The records below must be returned exactly, with every picture left out.

== Segment start ==

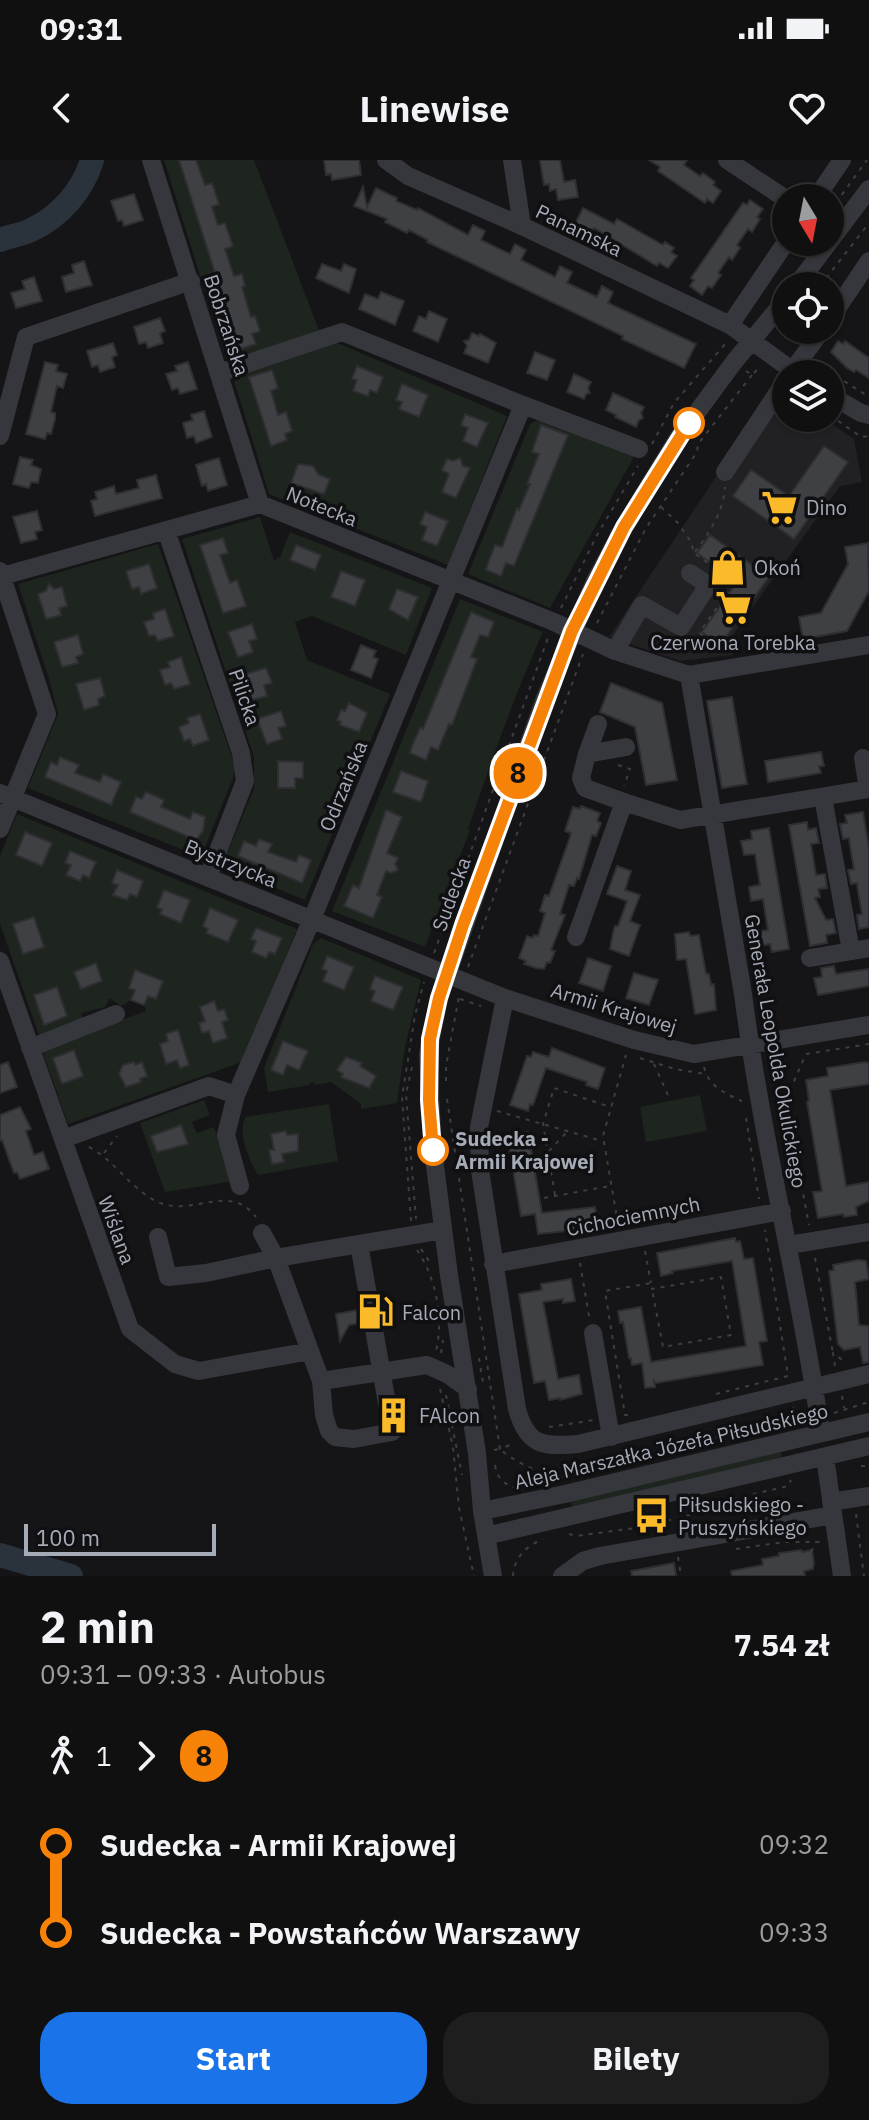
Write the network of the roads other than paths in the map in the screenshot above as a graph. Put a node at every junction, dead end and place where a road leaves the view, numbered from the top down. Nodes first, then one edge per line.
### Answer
1 (151, 160) edge
2 (386, 160) edge
3 (512, 160) edge
4 (727, 160) edge
5 (842, 160) edge
6 (826, 184) edge
7 (869, 189) edge
8 (772, 190) edge
9 (522, 226) junction
10 (787, 256) edge
11 (869, 261) edge
12 (807, 272) edge
13 (191, 281) junction
14 (844, 298) edge
15 (772, 309) edge
16 (740, 332) junction
17 (773, 360) edge
18 (219, 373) junction
19 (844, 401) edge
20 (772, 403) edge
21 (523, 405) junction
22 (869, 413) edge
23 (0, 436) edge
24 (642, 455) road end
25 (725, 472) road end
26 (260, 504) junction
27 (166, 530) junction
28 (690, 573) dead end
29 (1, 574) edge
30 (451, 582) junction
31 (572, 631) junction
32 (869, 645) edge
33 (615, 651) junction
34 (689, 675) junction
35 (598, 724) dead end
36 (626, 747) dead end
37 (587, 754) junction
38 (863, 758) dead end
39 (869, 789) edge
40 (6, 796) edge
41 (823, 797) junction
42 (623, 798) junction
43 (713, 814) junction
44 (0, 829) edge
45 (208, 877) junction
46 (312, 919) junction
47 (576, 937) dead end
48 (860, 950) edge
49 (810, 958) dead end
50 (0, 961) edge
51 (447, 974) junction
52 (505, 998) junction
53 (116, 1014) dead end
54 (869, 1025) edge
55 (750, 1046) junction
56 (30, 1048) junction
57 (236, 1095) junction
58 (67, 1137) junction
59 (240, 1186) dead end
60 (782, 1211) junction
61 (443, 1230) junction
62 (869, 1232) edge
63 (262, 1233) road end
64 (158, 1237) dead end
65 (359, 1244) junction
66 (789, 1245) junction
67 (276, 1258) junction
68 (493, 1264) junction
69 (593, 1333) road end
70 (310, 1351) junction
71 (381, 1370) junction
72 (869, 1374) edge
73 (321, 1381) junction
74 (812, 1388) junction
75 (468, 1389) junction
76 (869, 1422) edge
77 (821, 1433) junction
78 (623, 1434) junction
79 (869, 1446) edge
80 (825, 1457) junction
81 (862, 1500) edge
82 (832, 1508) junction
83 (482, 1511) junction
84 (791, 1522) junction
85 (486, 1536) junction
86 (788, 1542) road end
87 (493, 1576) edge
88 (562, 1576) edge
89 (842, 1576) edge

1 - 13 street, Bobrzańska
2 - 9 street, Panamska
3 - 9 street
4 - 8 street
5 - 6 street
7 - 12 street
9 - 16 street, Panamska
10 - 16 street
11 - 14 street
13 - 18 street, Bobrzańska
13 - 23 street
15 - 16 street, Sudecka
16 - 17 street, Panamska
16 - 31 street, Sudecka
18 - 21 street
18 - 26 street, Bobrzańska
19 - 22 street
20 - 25 street
21 - 24 street
21 - 30 street, Odrzańska
26 - 27 street, Notecka
26 - 30 street, Notecka
27 - 29 street, Notecka
27 - 45 street, Pilicka
28 - 33 street
29 - 40 street
30 - 31 street, Notecka
30 - 46 street, Odrzańska
31 - 33 street, Notecka
31 - 51 street, Sudecka
32 - 34 street
33 - 34 street, Notecka
34 - 43 street, Generała Leopolda Okulickiego
35 - 37 street
36 - 37 street
37 - 42 street
38 - 39 street
39 - 41 street
40 - 44 street
40 - 45 street, Bystrzycka
41 - 43 street
41 - 48 street
42 - 43 street
42 - 47 street
43 - 55 street, Generała Leopolda Okulickiego
45 - 46 street, Bystrzycka
46 - 51 street, Bystrzycka
46 - 57 street, Odrzańska
48 - 49 street
50 - 56 street, Wiślana
51 - 52 street, Armii Krajowej
51 - 61 street, Sudecka
52 - 55 street, Armii Krajowej
52 - 68 street
53 - 56 street
54 - 55 street, Armii Krajowej
55 - 60 street, Generała Leopolda Okulickiego
56 - 58 street, Wiślana
57 - 58 street
57 - 59 street, Odrzańska
58 - 70 street, Wiślana
60 - 66 street, Generała Leopolda Okulickiego
60 - 68 street, Cichociemnych
61 - 65 street
61 - 75 street, Sudecka
62 - 66 street
63 - 67 street
64 - 67 street
65 - 67 street
65 - 71 street
66 - 74 street, Generała Leopolda Okulickiego
67 - 70 street
68 - 78 street
69 - 78 street
70 - 73 street
71 - 73 street
71 - 73 street
71 - 75 street
72 - 74 street
74 - 77 street, Generała Leopolda Okulickiego
74 - 78 street
75 - 83 street, Sudecka
76 - 77 street, Aleja Marszałka Józefa Piłsudskiego
77 - 83 street, Aleja Marszałka Józefa Piłsudskiego
79 - 80 street
80 - 82 street
80 - 85 street
81 - 82 street
82 - 84 street
82 - 89 street
83 - 85 street, Sudecka
84 - 86 street
84 - 88 street
85 - 87 street, Sudecka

== Segment end ==

» Answer for the task:
Write the network of the roads other than paths in the map in the screenshot above as a graph. Put a node at every junction, dead end and place where a road leaves the view, numbered from the top down. Nodes first, then one edge per line.
### Answer
1 (151, 160) edge
2 (386, 160) edge
3 (512, 160) edge
4 (727, 160) edge
5 (842, 160) edge
6 (826, 184) edge
7 (869, 189) edge
8 (772, 190) edge
9 (522, 226) junction
10 (787, 256) edge
11 (869, 261) edge
12 (807, 272) edge
13 (191, 281) junction
14 (844, 298) edge
15 (772, 309) edge
16 (740, 332) junction
17 (773, 360) edge
18 (219, 373) junction
19 (844, 401) edge
20 (772, 403) edge
21 (523, 405) junction
22 (869, 413) edge
23 (0, 436) edge
24 (642, 455) road end
25 (725, 472) road end
26 (260, 504) junction
27 (166, 530) junction
28 (690, 573) dead end
29 (1, 574) edge
30 (451, 582) junction
31 (572, 631) junction
32 (869, 645) edge
33 (615, 651) junction
34 (689, 675) junction
35 (598, 724) dead end
36 (626, 747) dead end
37 (587, 754) junction
38 (863, 758) dead end
39 (869, 789) edge
40 (6, 796) edge
41 (823, 797) junction
42 (623, 798) junction
43 (713, 814) junction
44 (0, 829) edge
45 (208, 877) junction
46 (312, 919) junction
47 (576, 937) dead end
48 (860, 950) edge
49 (810, 958) dead end
50 (0, 961) edge
51 (447, 974) junction
52 (505, 998) junction
53 (116, 1014) dead end
54 (869, 1025) edge
55 (750, 1046) junction
56 (30, 1048) junction
57 (236, 1095) junction
58 (67, 1137) junction
59 (240, 1186) dead end
60 (782, 1211) junction
61 (443, 1230) junction
62 (869, 1232) edge
63 (262, 1233) road end
64 (158, 1237) dead end
65 (359, 1244) junction
66 (789, 1245) junction
67 (276, 1258) junction
68 (493, 1264) junction
69 (593, 1333) road end
70 (310, 1351) junction
71 (381, 1370) junction
72 (869, 1374) edge
73 (321, 1381) junction
74 (812, 1388) junction
75 (468, 1389) junction
76 (869, 1422) edge
77 (821, 1433) junction
78 (623, 1434) junction
79 (869, 1446) edge
80 (825, 1457) junction
81 (862, 1500) edge
82 (832, 1508) junction
83 (482, 1511) junction
84 (791, 1522) junction
85 (486, 1536) junction
86 (788, 1542) road end
87 (493, 1576) edge
88 (562, 1576) edge
89 (842, 1576) edge

1 - 13 street, Bobrzańska
2 - 9 street, Panamska
3 - 9 street
4 - 8 street
5 - 6 street
7 - 12 street
9 - 16 street, Panamska
10 - 16 street
11 - 14 street
13 - 18 street, Bobrzańska
13 - 23 street
15 - 16 street, Sudecka
16 - 17 street, Panamska
16 - 31 street, Sudecka
18 - 21 street
18 - 26 street, Bobrzańska
19 - 22 street
20 - 25 street
21 - 24 street
21 - 30 street, Odrzańska
26 - 27 street, Notecka
26 - 30 street, Notecka
27 - 29 street, Notecka
27 - 45 street, Pilicka
28 - 33 street
29 - 40 street
30 - 31 street, Notecka
30 - 46 street, Odrzańska
31 - 33 street, Notecka
31 - 51 street, Sudecka
32 - 34 street
33 - 34 street, Notecka
34 - 43 street, Generała Leopolda Okulickiego
35 - 37 street
36 - 37 street
37 - 42 street
38 - 39 street
39 - 41 street
40 - 44 street
40 - 45 street, Bystrzycka
41 - 43 street
41 - 48 street
42 - 43 street
42 - 47 street
43 - 55 street, Generała Leopolda Okulickiego
45 - 46 street, Bystrzycka
46 - 51 street, Bystrzycka
46 - 57 street, Odrzańska
48 - 49 street
50 - 56 street, Wiślana
51 - 52 street, Armii Krajowej
51 - 61 street, Sudecka
52 - 55 street, Armii Krajowej
52 - 68 street
53 - 56 street
54 - 55 street, Armii Krajowej
55 - 60 street, Generała Leopolda Okulickiego
56 - 58 street, Wiślana
57 - 58 street
57 - 59 street, Odrzańska
58 - 70 street, Wiślana
60 - 66 street, Generała Leopolda Okulickiego
60 - 68 street, Cichociemnych
61 - 65 street
61 - 75 street, Sudecka
62 - 66 street
63 - 67 street
64 - 67 street
65 - 67 street
65 - 71 street
66 - 74 street, Generała Leopolda Okulickiego
67 - 70 street
68 - 78 street
69 - 78 street
70 - 73 street
71 - 73 street
71 - 73 street
71 - 75 street
72 - 74 street
74 - 77 street, Generała Leopolda Okulickiego
74 - 78 street
75 - 83 street, Sudecka
76 - 77 street, Aleja Marszałka Józefa Piłsudskiego
77 - 83 street, Aleja Marszałka Józefa Piłsudskiego
79 - 80 street
80 - 82 street
80 - 85 street
81 - 82 street
82 - 84 street
82 - 89 street
83 - 85 street, Sudecka
84 - 86 street
84 - 88 street
85 - 87 street, Sudecka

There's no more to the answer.